'''

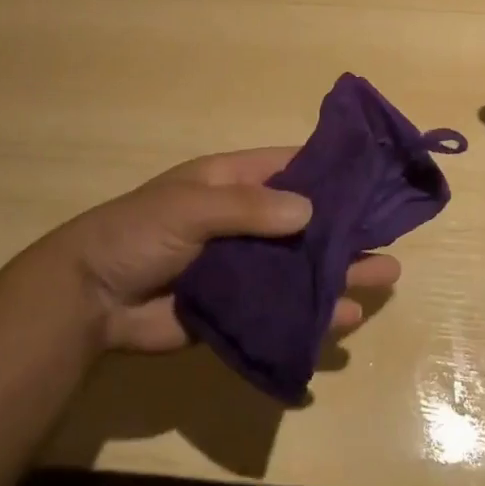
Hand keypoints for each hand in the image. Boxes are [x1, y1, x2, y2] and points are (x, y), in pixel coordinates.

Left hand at [52, 148, 401, 352]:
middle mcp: (248, 220)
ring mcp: (245, 266)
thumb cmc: (139, 232)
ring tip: (384, 277)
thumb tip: (311, 210)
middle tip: (393, 234)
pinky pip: (285, 308)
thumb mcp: (191, 205)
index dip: (332, 169)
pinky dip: (314, 312)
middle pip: (308, 220)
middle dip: (347, 226)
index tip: (374, 176)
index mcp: (234, 182)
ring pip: (303, 266)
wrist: (91, 300)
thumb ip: (249, 208)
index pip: (293, 167)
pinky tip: (345, 319)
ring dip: (340, 270)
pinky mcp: (240, 308)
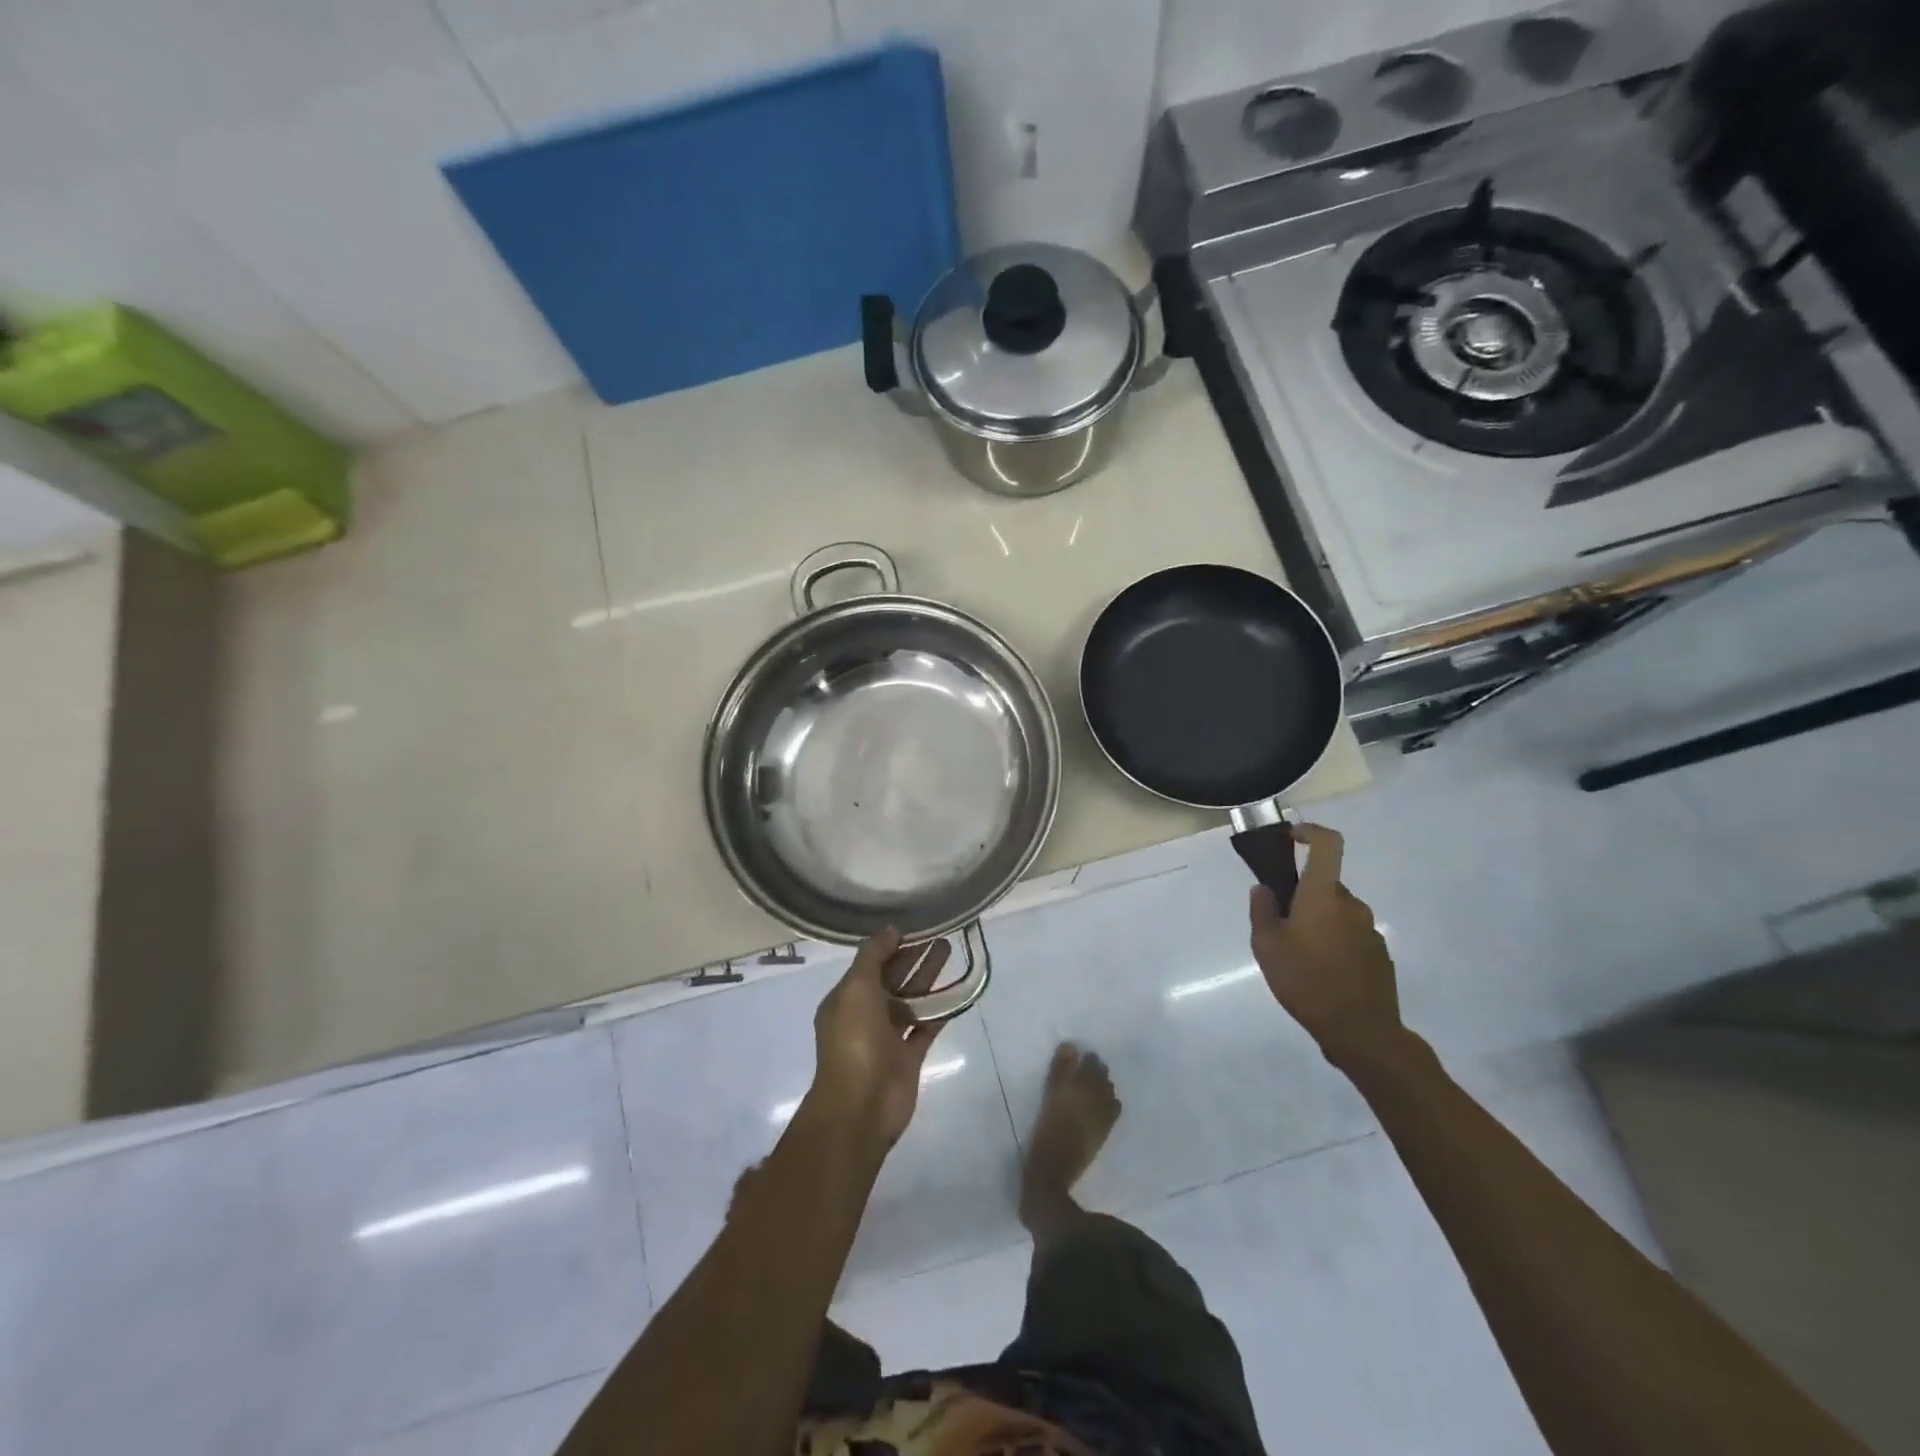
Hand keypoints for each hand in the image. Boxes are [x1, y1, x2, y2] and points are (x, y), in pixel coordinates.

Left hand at [807, 928, 952, 1148]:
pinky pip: (927, 1026)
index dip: (892, 945)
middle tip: (941, 934)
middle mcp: (865, 1015)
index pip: (871, 964)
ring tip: (950, 950)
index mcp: (846, 999)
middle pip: (893, 978)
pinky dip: (940, 1010)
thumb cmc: (854, 1041)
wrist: (861, 1106)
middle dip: (914, 957)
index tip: (916, 926)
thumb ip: (873, 956)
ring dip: (929, 977)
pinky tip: (957, 990)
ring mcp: (888, 1037)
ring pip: (911, 1000)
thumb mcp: (856, 988)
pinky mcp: (909, 1056)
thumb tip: (891, 930)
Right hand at [1249, 824, 1404, 1069]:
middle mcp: (1351, 905)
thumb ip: (1262, 911)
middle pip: (1325, 885)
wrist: (1361, 1031)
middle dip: (1303, 897)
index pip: (1328, 844)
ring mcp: (1370, 930)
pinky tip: (1321, 974)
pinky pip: (1350, 935)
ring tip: (1299, 957)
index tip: (1291, 839)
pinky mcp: (1380, 954)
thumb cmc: (1306, 981)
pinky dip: (1334, 943)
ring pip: (1337, 912)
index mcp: (1324, 895)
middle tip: (1280, 926)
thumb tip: (1264, 888)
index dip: (1310, 832)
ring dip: (1318, 923)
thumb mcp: (1267, 946)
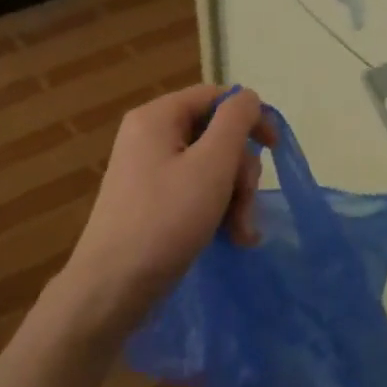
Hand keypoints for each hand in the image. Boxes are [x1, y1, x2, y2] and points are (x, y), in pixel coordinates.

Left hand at [49, 85, 274, 343]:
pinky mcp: (154, 201)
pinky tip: (233, 239)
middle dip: (241, 173)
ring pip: (212, 167)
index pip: (216, 97)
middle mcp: (151, 137)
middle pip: (217, 136)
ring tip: (241, 234)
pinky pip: (196, 191)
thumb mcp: (211, 164)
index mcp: (158, 117)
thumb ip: (235, 121)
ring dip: (235, 198)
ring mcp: (151, 171)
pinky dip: (217, 210)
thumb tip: (248, 97)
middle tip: (246, 207)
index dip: (250, 117)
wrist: (112, 289)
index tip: (274, 149)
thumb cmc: (165, 220)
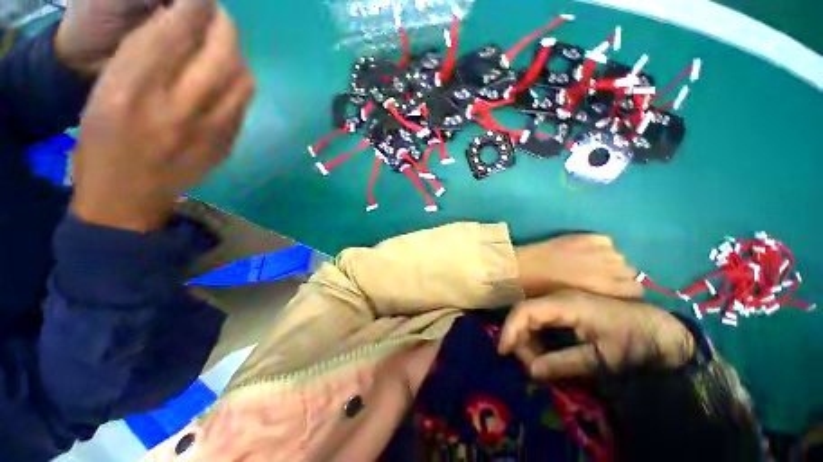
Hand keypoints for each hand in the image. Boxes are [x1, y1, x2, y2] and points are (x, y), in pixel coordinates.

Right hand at [71, 0, 254, 231]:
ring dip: (237, 57)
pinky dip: (239, 85)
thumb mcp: (105, 89)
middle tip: (218, 17)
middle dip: (225, 25)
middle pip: (221, 52)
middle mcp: (178, 108)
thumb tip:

'''

**Exercise aim**
Every line of the listing that includes the word "Left" must be copied.

**Worked solution**
Left hand at [52, 148, 401, 352]:
Left hand at [807, 928, 952, 1148]:
Left hand at [49, 85, 274, 343]:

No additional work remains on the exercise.